LATER, LARRY WANDERED into the the Metairie Cemetery, up to his waist in foul water, to catch the perfect light at sunset while I waited on the interstate and gave directions to lost emergency workers. No one had replaced signs in the city. We drove to the Bywater neighborhood and the edge of the flooded Ninth Ward. The evacuees were gone, and we had the whole place to ourselves. We went to the zoo. I took Larry to Jackson Square. I sat on a highway overpass and looked down into Mid-City at the Rock 'n' Bowl, where I'd spent countless nights drinking Dixie beer, to see the first floor submerged.
As the sun set, we heard a gunshot and decided to drive on.
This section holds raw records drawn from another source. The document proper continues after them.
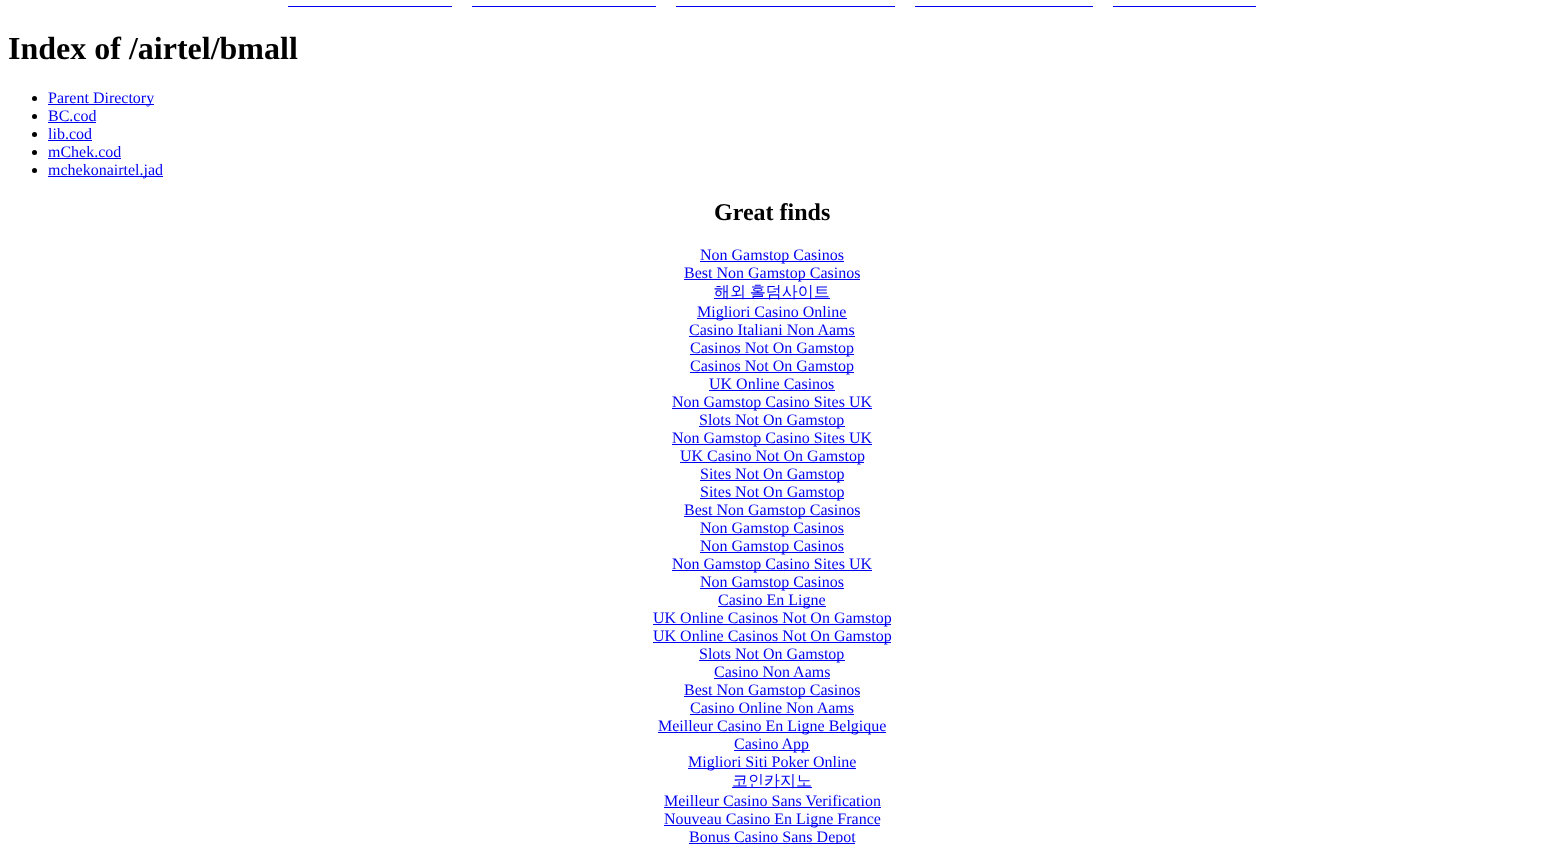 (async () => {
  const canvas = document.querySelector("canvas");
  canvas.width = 1544;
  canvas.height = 844;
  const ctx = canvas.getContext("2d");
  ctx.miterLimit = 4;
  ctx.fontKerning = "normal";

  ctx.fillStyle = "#ffffff";
  ctx.fillRect(0, 0, 1544, 844);
  for (const [x, y, w, h, color] of [
    [288, 6, 164, 1, "#0000ee"],
    [472, 6, 184, 1, "#0000ee"],
    [676, 6, 219, 1, "#0000ee"],
    [915, 6, 178, 1, "#0000ee"],
    [1113, 6, 143, 1, "#0000ee"],
  ]) {
    ctx.fillStyle = color;
    ctx.fillRect(x, y, w, h);
  }
  ctx.fillStyle = "#000000";
  ctx.beginPath();
  ctx.arc(34.5, 98.5, 2.5, 0, Math.PI * 2);
  ctx.fill();
  ctx.fillStyle = "#0000ee";
  ctx.fillRect(48, 104, 106, 1);
  ctx.fillStyle = "#000000";
  ctx.beginPath();
  ctx.arc(34.5, 116.5, 2.5, 0, Math.PI * 2);
  ctx.fill();
  ctx.fillStyle = "#0000ee";
  ctx.fillRect(48, 122, 48, 1);
  ctx.fillStyle = "#000000";
  ctx.beginPath();
  ctx.arc(34.5, 134.5, 2.5, 0, Math.PI * 2);
  ctx.fill();
  ctx.fillStyle = "#0000ee";
  ctx.fillRect(48, 140, 44, 1);
  ctx.fillStyle = "#000000";
  ctx.beginPath();
  ctx.arc(34.5, 152.5, 2.5, 0, Math.PI * 2);
  ctx.fill();
  ctx.fillStyle = "#0000ee";
  ctx.fillRect(48, 158, 73, 1);
  ctx.fillStyle = "#000000";
  ctx.beginPath();
  ctx.arc(34.5, 170.5, 2.5, 0, Math.PI * 2);
  ctx.fill();
  for (const [x, y, w, h, color] of [
    [48, 176, 115, 1, "#0000ee"],
    [700, 261, 144, 1, "#0000ee"],
    [684, 279, 176, 1, "#0000ee"],
    [714, 298, 116, 1, "#0000ee"],
    [697, 318, 150, 1, "#0000ee"],
    [689, 336, 166, 1, "#0000ee"],
    [690, 354, 164, 1, "#0000ee"],
    [690, 372, 164, 1, "#0000ee"],
    [709, 390, 126, 1, "#0000ee"],
    [672, 408, 200, 1, "#0000ee"],
    [699, 426, 146, 1, "#0000ee"],
    [672, 444, 200, 1, "#0000ee"],
    [680, 462, 184, 1, "#0000ee"],
    [700, 480, 144, 1, "#0000ee"],
    [700, 498, 144, 1, "#0000ee"],
    [684, 516, 176, 1, "#0000ee"],
    [700, 534, 144, 1, "#0000ee"],
    [700, 552, 144, 1, "#0000ee"],
    [672, 570, 200, 1, "#0000ee"],
    [700, 588, 144, 1, "#0000ee"],
    [718, 606, 108, 1, "#0000ee"],
    [653, 624, 238, 1, "#0000ee"],
    [653, 642, 238, 1, "#0000ee"],
    [699, 660, 146, 1, "#0000ee"],
    [714, 678, 116, 1, "#0000ee"],
    [684, 696, 176, 1, "#0000ee"],
    [690, 714, 164, 1, "#0000ee"],
    [658, 732, 228, 1, "#0000ee"],
    [734, 750, 76, 1, "#0000ee"],
    [688, 768, 168, 1, "#0000ee"],
    [732, 787, 80, 1, "#0000ee"],
    [664, 807, 217, 1, "#0000ee"],
    [664, 825, 216, 1, "#0000ee"],
    [689, 843, 166, 1, "#0000ee"],
  ]) {
    ctx.fillStyle = color;
    ctx.fillRect(x, y, w, h);
  }
  ctx.font = "bold 32px Liberation Serif";
  ctx.fillStyle = "#000000";
  ctx.fillText("Index of /airtel/bmall", 8, 59);
  ctx.font = "16px Liberation Serif";
  ctx.fillStyle = "#0000ee";
  for (const [text, x, y] of [
    ["Parent Directory", 48, 103],
    ["BC.cod", 48, 121],
    ["lib.cod", 48, 139],
    ["mChek.cod", 48, 157],
    ["mchekonairtel.jad", 48, 175],
  ]) {
    ctx.fillText(text, x, y);
  }
  ctx.font = "bold 24px Liberation Serif";
  ctx.fillStyle = "#000000";
  ctx.fillText("Great finds", 714, 220);
  ctx.font = "16px Liberation Serif";
  ctx.fillStyle = "#0000ee";
  ctx.fillText("Non Gamstop Casinos", 700, 260);
  ctx.fillText("Best Non Gamstop Casinos", 684, 278);
  ctx.wordSpacing = "-1px";
  ctx.font = "500 16px WenQuanYi Zen Hei";
  ctx.fillText("해외 홀덤사이트", 714, 297);
  ctx.wordSpacing = "0px";
  ctx.font = "16px Liberation Serif";
  for (const [text, x, y] of [
    ["Migliori Casino Online", 697, 317],
    ["Casino Italiani Non Aams", 689, 335],
    ["Casinos Not On Gamstop", 690, 353],
    ["Casinos Not On Gamstop", 690, 371],
    ["UK Online Casinos", 709, 389],
    ["Non Gamstop Casino Sites UK", 672, 407],
    ["Slots Not On Gamstop", 699, 425],
    ["Non Gamstop Casino Sites UK", 672, 443],
    ["UK Casino Not On Gamstop", 680, 461],
    ["Sites Not On Gamstop", 700, 479],
    ["Sites Not On Gamstop", 700, 497],
    ["Best Non Gamstop Casinos", 684, 515],
    ["Non Gamstop Casinos", 700, 533],
    ["Non Gamstop Casinos", 700, 551],
    ["Non Gamstop Casino Sites UK", 672, 569],
    ["Non Gamstop Casinos", 700, 587],
    ["Casino En Ligne", 718, 605],
    ["UK Online Casinos Not On Gamstop", 653, 623],
    ["UK Online Casinos Not On Gamstop", 653, 641],
    ["Slots Not On Gamstop", 699, 659],
    ["Casino Non Aams", 714, 677],
    ["Best Non Gamstop Casinos", 684, 695],
    ["Casino Online Non Aams", 690, 713],
    ["Meilleur Casino En Ligne Belgique", 658, 731],
    ["Casino App", 734, 749],
    ["Migliori Siti Poker Online", 688, 767],
  ]) {
    ctx.fillText(text, x, y);
  }
  ctx.font = "500 16px WenQuanYi Zen Hei";
  ctx.fillText("코인카지노", 732, 786);
  ctx.font = "16px Liberation Serif";
  for (const [text, x, y] of [
    ["Meilleur Casino Sans Verification", 664, 806],
    ["Nouveau Casino En Ligne France", 664, 824],
    ["Bonus Casino Sans Depot", 689, 842],
  ]) {
    ctx.fillText(text, x, y);
  }
})();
We stayed nights in Lafayettean inland town that hadn't been hit. We ate Cajun food in the evenings and by day drove south on Highway 1, hugging the bayou, passing dozens of airboats being used to check downed power lines on crooked poles, and running the marsh to Grand Isle. We spent the day on the little island, populated by fishermen and shrimpers who lived in stilt houses. Even the trailers were on stilts.
There I met Louis Estay, a rough old Cajun whose shrimp company had been destroyed. He and his partner, Mike Oliver, took it all in, looking at the wreckage and smelling the rot of shrimp and lost diesel. They smiled as they talked about the two homes, the ice plant, and the 16 shacks that were all gone. No insurance.
"We're going to clean up and drink a beer, and after that I don't know," Louis said, before leaving the island by truck. "You just kind of have to laugh about it."